Фигуры же, изломанные и изможденные, на картинах бургундских мастеров свидетельствуют о том, что изображенные художниками люди – истово верующие. Бургундские живописцы писали не просто фигуры – они писали плоть, прошедшую испытания, умерщвленную плоть. Здесь иная анатомия, нежели у героев Рубенса, это даже иной человеческий тип.

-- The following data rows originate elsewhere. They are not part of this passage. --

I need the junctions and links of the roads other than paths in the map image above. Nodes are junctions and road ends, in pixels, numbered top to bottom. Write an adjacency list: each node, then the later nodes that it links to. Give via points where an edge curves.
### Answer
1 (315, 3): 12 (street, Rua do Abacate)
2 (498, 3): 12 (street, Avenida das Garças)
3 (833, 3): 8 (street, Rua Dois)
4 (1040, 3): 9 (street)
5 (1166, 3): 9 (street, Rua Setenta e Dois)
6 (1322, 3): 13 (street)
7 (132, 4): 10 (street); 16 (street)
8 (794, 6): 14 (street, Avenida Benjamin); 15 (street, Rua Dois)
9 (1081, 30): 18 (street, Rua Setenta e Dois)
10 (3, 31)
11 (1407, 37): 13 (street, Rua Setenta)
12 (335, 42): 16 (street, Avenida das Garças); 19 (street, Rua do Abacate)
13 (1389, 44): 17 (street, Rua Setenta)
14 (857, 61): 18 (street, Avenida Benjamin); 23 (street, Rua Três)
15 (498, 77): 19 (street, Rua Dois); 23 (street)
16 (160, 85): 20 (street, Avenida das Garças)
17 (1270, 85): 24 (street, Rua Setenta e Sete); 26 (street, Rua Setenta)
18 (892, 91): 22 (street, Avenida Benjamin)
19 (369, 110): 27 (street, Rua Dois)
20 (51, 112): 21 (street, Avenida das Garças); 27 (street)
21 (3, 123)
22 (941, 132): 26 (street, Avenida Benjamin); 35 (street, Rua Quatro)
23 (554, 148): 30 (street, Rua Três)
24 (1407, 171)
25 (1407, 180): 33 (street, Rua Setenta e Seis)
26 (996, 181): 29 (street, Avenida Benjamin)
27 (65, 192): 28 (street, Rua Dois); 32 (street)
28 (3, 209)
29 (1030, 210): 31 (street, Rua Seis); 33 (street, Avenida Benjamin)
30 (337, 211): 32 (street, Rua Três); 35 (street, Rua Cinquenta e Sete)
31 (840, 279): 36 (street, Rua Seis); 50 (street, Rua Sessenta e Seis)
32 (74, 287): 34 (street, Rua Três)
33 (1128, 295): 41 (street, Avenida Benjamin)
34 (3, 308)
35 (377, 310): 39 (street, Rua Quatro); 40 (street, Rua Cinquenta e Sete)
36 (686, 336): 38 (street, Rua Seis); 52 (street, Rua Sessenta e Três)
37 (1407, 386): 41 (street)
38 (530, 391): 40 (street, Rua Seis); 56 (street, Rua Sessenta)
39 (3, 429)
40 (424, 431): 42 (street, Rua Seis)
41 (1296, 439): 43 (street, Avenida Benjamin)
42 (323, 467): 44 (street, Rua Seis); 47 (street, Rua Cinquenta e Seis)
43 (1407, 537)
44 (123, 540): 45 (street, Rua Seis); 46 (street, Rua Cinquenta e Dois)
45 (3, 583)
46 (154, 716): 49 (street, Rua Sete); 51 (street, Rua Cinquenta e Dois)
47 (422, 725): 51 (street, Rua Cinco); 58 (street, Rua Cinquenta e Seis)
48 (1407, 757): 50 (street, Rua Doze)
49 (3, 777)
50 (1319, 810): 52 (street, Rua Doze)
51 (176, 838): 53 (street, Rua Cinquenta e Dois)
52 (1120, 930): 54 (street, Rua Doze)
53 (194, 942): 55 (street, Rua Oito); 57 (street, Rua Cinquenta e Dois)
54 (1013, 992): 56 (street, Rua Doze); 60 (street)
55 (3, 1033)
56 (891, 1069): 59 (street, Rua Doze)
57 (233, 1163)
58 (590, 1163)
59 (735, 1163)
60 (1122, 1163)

Изнуряющий себя бичеваниями и пытками доминиканец Сузо (он носил на спине, под рясой, никогда не снимая, деревянный крест с иглами, терзающими тело) желал болью доказать любовь к Спасителю, претерпевшему муки ради людей. Но средневековый рыцарь (рыцарь служения делу Христову, а не наемный кондотьер) – изнурял себя ношением железных лат не в меньшей степени, нежели монахи ношением вериг. Умерщвление тела ради служения духу иссушает оболочку смертного, делает кожу бледной, лица худыми. Именно таких персонажей и рисовали бургундские живописцы. Так возникла особая бургундская средневековая анатомия – жилистые, изнуренные в усилии тела.